> WHAT YOU WILL DO
List each line of the data that holds the string "Buldozer".
*** LISTED RECORDS ***
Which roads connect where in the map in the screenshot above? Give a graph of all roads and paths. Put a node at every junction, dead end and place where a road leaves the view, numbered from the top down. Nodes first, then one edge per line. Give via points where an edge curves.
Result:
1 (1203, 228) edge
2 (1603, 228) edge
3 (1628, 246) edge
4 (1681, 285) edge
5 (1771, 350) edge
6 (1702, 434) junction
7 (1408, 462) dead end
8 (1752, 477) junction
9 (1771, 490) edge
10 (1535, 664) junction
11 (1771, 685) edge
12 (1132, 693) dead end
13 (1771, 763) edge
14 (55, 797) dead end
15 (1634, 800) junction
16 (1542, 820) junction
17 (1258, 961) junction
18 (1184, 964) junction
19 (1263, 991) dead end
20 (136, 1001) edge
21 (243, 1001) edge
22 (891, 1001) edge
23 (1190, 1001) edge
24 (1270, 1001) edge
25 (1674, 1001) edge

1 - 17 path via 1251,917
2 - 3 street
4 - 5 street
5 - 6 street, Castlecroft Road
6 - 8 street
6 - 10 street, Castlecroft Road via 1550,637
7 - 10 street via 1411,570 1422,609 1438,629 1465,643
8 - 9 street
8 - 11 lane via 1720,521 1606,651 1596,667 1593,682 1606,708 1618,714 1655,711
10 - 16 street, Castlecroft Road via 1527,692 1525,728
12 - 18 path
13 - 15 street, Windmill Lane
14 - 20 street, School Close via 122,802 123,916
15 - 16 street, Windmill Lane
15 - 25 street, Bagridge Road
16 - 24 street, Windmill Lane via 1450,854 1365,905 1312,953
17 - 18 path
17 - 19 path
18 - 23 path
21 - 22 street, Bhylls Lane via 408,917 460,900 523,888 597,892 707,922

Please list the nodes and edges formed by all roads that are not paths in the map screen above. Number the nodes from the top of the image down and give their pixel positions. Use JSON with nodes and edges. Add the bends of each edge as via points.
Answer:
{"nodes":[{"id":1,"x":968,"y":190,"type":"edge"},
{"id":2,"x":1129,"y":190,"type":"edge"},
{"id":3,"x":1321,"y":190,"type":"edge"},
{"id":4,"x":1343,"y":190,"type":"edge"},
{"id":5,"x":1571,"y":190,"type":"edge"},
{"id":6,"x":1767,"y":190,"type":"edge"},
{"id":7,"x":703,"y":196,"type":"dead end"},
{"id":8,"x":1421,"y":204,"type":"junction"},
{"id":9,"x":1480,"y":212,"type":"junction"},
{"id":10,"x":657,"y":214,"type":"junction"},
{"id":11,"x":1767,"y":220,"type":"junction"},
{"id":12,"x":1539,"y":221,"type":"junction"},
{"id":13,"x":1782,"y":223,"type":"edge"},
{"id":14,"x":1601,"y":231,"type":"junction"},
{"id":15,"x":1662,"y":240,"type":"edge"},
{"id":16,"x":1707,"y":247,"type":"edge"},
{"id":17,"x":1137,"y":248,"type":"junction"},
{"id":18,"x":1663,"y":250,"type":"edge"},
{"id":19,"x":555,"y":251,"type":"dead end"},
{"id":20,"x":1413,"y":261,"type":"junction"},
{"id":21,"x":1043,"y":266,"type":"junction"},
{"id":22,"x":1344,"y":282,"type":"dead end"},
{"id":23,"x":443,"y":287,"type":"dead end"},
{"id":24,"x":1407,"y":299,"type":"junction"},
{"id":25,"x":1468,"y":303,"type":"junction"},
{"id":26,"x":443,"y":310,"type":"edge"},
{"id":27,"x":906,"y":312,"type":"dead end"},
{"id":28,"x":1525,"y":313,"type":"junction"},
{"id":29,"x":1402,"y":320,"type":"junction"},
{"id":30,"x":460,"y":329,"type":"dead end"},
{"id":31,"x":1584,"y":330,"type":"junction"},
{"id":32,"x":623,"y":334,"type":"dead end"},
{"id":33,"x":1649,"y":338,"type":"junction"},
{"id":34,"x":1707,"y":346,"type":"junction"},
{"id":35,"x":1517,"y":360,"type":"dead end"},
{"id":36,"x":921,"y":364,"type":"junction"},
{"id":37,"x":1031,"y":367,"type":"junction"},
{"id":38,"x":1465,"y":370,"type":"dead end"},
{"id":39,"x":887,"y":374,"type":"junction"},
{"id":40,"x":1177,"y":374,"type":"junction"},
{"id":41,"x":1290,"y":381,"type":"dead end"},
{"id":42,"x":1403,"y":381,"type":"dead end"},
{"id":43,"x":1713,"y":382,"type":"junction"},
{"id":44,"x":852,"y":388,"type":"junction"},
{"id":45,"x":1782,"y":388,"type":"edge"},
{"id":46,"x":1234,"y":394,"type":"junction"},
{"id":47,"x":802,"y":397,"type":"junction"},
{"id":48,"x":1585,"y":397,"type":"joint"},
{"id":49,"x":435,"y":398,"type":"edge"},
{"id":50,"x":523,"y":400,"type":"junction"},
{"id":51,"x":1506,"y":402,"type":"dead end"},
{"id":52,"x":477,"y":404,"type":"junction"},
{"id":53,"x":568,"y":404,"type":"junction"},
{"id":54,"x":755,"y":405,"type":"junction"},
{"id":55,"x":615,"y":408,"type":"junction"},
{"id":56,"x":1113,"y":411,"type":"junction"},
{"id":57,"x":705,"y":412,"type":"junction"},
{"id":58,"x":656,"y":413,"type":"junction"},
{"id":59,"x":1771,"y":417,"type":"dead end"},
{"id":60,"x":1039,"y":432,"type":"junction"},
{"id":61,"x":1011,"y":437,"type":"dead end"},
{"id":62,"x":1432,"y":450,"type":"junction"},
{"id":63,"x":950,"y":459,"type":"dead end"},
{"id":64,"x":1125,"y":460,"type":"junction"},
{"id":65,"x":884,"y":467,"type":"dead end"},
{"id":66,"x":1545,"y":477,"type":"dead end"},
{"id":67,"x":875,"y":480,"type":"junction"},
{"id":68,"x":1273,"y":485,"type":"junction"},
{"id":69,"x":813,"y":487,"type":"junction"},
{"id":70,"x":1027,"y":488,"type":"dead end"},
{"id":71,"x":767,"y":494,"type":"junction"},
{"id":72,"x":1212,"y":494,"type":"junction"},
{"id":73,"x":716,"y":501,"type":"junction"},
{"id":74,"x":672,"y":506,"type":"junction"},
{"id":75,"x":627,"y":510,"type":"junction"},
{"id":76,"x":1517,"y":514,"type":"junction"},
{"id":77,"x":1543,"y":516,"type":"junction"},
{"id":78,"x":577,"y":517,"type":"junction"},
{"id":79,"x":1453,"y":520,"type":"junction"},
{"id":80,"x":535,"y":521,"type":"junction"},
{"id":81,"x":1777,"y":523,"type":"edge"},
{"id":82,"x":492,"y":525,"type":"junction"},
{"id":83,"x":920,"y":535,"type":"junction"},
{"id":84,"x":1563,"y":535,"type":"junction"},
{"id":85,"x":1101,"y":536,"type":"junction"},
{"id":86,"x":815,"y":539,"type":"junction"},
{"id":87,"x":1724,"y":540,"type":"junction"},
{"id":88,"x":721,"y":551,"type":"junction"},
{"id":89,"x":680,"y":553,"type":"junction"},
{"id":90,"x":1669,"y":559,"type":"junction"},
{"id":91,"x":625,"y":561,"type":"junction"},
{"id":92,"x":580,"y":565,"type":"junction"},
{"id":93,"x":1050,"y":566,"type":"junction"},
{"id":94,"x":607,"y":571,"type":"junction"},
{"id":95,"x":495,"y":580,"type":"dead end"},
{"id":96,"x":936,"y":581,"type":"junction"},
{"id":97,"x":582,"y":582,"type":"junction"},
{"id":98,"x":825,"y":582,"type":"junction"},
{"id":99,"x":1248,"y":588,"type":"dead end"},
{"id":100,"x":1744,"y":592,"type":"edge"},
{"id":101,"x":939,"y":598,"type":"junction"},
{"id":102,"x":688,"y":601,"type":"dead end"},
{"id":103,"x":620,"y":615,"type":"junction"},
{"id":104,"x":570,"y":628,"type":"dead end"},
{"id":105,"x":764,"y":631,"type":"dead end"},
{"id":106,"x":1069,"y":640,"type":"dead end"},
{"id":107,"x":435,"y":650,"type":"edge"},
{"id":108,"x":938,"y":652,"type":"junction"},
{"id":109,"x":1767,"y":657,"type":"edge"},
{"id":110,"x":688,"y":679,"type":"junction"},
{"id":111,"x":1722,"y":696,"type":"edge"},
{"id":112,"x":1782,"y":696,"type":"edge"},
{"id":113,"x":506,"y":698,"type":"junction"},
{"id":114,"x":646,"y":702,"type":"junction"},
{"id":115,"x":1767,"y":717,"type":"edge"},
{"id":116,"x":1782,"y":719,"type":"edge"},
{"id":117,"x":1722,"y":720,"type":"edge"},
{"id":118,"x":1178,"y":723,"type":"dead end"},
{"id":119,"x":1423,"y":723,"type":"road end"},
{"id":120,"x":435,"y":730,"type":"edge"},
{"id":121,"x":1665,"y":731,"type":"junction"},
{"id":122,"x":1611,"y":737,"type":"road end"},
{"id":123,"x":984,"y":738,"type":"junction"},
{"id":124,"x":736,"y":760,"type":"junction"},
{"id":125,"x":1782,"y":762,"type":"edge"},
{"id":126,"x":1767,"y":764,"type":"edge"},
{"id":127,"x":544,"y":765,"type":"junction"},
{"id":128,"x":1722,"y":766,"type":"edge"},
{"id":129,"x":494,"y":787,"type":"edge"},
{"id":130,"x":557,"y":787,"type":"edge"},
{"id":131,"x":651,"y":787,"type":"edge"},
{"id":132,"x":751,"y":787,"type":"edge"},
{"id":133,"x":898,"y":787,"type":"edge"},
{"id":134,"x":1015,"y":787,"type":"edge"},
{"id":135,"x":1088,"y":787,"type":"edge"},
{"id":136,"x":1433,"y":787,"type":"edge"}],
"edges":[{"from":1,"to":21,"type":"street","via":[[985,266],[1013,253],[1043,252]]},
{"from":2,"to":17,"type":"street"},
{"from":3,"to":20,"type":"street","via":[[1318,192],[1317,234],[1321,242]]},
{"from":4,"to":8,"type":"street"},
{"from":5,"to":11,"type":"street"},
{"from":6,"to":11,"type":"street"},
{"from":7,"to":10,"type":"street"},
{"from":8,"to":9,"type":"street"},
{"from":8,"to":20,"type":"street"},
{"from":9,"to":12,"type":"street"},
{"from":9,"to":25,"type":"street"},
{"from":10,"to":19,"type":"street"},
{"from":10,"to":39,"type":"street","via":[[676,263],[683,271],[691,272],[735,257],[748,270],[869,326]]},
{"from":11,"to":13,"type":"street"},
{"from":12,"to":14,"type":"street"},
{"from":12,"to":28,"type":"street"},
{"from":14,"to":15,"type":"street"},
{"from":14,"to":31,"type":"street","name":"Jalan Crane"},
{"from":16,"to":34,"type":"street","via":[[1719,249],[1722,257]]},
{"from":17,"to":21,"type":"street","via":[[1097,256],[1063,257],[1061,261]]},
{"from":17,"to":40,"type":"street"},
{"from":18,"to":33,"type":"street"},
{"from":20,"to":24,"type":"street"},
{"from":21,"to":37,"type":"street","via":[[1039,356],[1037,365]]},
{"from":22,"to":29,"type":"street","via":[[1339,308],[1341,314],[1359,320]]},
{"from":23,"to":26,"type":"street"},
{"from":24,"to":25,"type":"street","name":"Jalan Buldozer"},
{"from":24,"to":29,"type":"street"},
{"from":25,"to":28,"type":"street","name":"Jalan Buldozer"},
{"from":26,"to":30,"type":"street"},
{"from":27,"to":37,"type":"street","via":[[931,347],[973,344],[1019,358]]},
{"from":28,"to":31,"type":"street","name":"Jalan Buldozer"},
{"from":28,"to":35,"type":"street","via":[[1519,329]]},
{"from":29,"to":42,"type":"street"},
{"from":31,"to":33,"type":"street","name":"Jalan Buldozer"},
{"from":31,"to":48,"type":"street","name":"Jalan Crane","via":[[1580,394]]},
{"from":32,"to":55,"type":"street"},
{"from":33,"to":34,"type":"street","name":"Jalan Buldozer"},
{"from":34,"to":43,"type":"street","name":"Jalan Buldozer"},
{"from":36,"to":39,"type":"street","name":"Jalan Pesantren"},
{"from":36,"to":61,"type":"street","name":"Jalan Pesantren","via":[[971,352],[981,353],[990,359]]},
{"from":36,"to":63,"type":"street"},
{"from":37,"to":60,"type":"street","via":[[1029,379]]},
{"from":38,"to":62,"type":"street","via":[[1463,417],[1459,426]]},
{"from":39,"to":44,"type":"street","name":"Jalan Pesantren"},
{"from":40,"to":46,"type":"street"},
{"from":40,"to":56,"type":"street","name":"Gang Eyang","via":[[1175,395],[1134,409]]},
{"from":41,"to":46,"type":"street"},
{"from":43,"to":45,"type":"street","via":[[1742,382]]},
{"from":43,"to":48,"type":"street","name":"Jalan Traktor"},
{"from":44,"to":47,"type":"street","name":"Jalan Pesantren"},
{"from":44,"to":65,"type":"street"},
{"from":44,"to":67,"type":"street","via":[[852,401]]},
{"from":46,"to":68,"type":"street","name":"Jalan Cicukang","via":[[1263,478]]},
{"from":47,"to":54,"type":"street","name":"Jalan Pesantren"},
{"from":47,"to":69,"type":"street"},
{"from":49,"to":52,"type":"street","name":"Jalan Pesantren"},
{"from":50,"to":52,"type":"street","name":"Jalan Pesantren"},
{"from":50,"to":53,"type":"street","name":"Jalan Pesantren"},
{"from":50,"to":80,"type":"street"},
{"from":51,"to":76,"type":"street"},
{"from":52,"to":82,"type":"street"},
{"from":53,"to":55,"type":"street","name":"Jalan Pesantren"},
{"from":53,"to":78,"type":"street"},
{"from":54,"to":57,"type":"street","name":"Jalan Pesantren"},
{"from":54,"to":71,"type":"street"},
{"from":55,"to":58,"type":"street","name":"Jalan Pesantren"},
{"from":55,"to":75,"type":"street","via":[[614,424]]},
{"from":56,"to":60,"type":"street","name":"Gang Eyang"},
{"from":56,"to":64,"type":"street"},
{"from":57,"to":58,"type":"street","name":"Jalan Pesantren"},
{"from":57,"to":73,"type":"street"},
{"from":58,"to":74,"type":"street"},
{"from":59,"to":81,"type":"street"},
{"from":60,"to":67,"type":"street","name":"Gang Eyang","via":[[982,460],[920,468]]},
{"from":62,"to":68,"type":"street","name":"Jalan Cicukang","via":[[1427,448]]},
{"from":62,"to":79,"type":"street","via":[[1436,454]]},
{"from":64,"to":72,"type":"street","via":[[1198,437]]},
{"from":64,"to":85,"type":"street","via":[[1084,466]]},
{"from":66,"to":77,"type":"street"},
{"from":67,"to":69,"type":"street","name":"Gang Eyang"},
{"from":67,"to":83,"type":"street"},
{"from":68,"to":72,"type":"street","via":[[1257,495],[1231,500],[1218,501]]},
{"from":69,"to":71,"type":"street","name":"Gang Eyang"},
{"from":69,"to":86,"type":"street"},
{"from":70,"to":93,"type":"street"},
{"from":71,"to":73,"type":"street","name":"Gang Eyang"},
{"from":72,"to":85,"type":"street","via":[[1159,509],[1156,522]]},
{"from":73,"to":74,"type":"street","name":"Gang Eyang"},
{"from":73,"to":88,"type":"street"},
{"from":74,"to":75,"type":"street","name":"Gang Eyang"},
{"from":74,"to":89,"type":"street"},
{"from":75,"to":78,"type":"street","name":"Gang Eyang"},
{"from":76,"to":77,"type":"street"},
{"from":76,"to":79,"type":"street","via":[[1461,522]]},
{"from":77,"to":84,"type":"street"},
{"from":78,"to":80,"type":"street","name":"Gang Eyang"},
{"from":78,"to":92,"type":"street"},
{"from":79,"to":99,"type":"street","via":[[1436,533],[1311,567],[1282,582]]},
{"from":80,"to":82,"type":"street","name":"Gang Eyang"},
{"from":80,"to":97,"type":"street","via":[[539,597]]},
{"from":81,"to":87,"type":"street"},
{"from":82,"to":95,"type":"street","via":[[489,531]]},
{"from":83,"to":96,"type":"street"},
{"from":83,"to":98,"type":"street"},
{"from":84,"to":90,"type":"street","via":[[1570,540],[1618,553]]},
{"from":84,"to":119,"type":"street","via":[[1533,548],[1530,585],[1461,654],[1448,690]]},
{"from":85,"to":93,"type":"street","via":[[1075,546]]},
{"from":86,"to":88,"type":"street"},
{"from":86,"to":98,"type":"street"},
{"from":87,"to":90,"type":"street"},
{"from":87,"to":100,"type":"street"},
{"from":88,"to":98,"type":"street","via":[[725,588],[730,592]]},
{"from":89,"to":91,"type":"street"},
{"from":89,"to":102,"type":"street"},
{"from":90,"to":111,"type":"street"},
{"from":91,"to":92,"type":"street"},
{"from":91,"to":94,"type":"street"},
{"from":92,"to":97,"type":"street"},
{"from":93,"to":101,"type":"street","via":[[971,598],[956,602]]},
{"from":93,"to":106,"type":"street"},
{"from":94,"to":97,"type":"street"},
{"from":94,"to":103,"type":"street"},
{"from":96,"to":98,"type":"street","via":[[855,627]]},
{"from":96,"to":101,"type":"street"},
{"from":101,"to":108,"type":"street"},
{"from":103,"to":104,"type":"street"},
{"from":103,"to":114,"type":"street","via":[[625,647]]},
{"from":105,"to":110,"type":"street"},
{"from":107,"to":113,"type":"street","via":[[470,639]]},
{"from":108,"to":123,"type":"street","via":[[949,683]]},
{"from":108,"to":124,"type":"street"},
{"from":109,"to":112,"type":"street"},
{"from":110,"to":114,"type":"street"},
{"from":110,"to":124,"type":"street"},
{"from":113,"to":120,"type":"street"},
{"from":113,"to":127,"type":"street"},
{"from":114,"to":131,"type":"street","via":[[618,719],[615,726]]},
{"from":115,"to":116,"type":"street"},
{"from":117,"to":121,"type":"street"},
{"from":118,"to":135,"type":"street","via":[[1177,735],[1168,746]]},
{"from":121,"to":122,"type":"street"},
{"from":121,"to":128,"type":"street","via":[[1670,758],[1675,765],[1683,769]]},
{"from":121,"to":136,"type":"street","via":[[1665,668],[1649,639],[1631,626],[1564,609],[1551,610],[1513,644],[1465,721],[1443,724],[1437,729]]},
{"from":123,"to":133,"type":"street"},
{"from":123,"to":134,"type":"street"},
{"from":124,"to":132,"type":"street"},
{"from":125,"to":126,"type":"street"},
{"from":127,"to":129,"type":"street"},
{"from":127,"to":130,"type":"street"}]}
***
> YOUR RESPONSE
{"from":24,"to":25,"type":"street","name":"Jalan Buldozer"},
{"from":25,"to":28,"type":"street","name":"Jalan Buldozer"},
{"from":28,"to":31,"type":"street","name":"Jalan Buldozer"},
{"from":31,"to":33,"type":"street","name":"Jalan Buldozer"},
{"from":33,"to":34,"type":"street","name":"Jalan Buldozer"},
{"from":34,"to":43,"type":"street","name":"Jalan Buldozer"},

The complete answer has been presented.